Dark Mornings


Last updated 2/27/2024 at 10:40am

When I was a little girl, I watched my older brother trudge up our driveway in the black of night. My mom was making breakfast; my brother carried a flashlight. Peering up over the kitchen sink, through the orange and green drapes, I watched his glowing light bob through the trees, up the steep hill to the bus stop.

I was excited that someday I, too, would get to go to real school. I, too, would get to carry a flashlight and wander off into the darkness! That must be what life felt like for a Big Kid.

Back then in Oregon, kindergarten was a half-day affair. When I finally started, my mom walked me up to the bus stop around noon. As first grade wore into second, I walked up the driveway for the early bus, just like my brother — but for some reason it was never all that dark.

I didn’t think about it much. I had other things to contemplate: Trying to climb as high in the poplar tree as my brother; wading in the stream, in my red rubber boots; a new friend down the road who liked to roller-skate and make intricate rooms in her beautiful, hand-hewn dollhouse.

There were Brownie badges to earn, piano lessons to practice for, Bible verses to memorize, cookies to bake, dogs to feed, horse stalls to clean out. It was many years before I started to wonder about that memory of my brother in the driveway. Was it even real?

As an adult, I asked my mom. Why did he carry a flashlight? Why didn’t I?

That memory was real, my mom said. It had only happened for one year. As now, most Americans back then moved their clocks back and forth twice a year, from Daylight Savings Time (DST) to Standard Time (ST).

The USA tried permanent DST for one year, 1974. The argument for this experiment: it would save fuel during the oil crisis. Year-round, “permanent” DST had helped save fuel during World War II.

Around the time my brother made his journey up the hill, several children in Eastern cities were struck by cars while walking to school in the dark. This made for sad, dramatic news; politicians struck out against permanent DST.

“The factual picture was a bit more complicated,” according to the Washingtonian. The National Safety Council reported that pre-sunrise fatalities had only risen to 20 from 18 the year before — small consolation to the families whose children were killed or injured.
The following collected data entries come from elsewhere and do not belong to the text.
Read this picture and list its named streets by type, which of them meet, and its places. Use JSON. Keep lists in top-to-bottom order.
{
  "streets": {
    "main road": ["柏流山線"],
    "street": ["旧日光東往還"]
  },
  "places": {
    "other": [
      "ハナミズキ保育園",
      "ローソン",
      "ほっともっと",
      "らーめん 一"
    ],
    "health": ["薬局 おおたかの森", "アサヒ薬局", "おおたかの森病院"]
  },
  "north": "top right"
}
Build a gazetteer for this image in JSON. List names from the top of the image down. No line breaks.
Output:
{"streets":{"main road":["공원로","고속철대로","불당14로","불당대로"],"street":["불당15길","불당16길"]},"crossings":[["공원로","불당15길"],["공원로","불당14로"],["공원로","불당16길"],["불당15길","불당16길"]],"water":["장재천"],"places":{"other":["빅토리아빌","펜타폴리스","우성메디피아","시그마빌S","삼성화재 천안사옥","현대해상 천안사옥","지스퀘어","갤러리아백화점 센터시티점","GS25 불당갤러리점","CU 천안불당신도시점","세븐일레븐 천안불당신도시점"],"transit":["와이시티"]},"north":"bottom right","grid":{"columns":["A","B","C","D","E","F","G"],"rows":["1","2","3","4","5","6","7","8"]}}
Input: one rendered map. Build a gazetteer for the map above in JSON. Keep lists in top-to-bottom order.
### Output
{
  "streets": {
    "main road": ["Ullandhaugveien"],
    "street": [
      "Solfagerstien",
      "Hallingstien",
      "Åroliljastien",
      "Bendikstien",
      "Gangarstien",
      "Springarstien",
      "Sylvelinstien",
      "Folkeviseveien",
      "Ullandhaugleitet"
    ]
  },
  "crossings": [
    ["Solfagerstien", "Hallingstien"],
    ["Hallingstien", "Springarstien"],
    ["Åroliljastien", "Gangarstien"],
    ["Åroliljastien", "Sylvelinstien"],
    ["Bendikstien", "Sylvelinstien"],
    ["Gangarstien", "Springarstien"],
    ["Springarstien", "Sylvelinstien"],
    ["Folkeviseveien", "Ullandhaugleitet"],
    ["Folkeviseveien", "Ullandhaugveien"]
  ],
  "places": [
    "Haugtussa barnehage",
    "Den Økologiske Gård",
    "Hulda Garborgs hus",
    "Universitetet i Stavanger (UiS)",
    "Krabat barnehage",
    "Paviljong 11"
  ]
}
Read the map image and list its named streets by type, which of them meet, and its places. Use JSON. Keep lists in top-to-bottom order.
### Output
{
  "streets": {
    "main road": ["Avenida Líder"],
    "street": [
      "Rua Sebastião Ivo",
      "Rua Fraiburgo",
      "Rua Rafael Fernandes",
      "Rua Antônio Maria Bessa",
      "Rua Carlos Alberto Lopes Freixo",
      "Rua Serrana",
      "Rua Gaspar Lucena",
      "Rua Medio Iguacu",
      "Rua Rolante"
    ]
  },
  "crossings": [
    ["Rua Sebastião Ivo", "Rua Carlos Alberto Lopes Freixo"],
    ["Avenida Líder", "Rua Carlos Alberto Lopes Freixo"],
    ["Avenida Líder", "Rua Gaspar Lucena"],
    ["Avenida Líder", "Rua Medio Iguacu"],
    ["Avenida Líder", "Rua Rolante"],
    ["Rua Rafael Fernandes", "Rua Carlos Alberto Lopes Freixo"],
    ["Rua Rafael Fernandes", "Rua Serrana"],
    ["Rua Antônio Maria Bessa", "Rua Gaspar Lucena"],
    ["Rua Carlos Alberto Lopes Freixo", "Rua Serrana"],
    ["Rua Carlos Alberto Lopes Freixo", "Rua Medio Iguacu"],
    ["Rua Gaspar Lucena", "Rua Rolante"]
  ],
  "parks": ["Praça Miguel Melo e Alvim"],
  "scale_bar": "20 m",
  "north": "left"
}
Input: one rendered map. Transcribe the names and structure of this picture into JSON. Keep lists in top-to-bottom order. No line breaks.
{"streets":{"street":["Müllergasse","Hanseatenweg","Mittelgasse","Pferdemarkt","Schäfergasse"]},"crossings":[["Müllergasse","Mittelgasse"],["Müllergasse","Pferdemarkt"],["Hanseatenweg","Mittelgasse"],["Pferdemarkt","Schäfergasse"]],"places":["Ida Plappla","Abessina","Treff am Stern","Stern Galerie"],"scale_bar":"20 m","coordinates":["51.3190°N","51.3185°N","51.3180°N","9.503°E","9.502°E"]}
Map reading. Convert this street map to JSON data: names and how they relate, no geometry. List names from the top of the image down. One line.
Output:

The Federal Energy Administration noted that the 1 percent energy saving achieved by year-round DST equated to 20,000-30,000 tons of coal not being burned each day. Afternoon car accidents decreased as well. But permanent DST was on its way out, along with President Nixon.

These days the idea of permanent Standard time — not DST — has gained popularity. Morning walks would be blessed with more sunshine, and we’d end the back-and-forth clock-setting dance.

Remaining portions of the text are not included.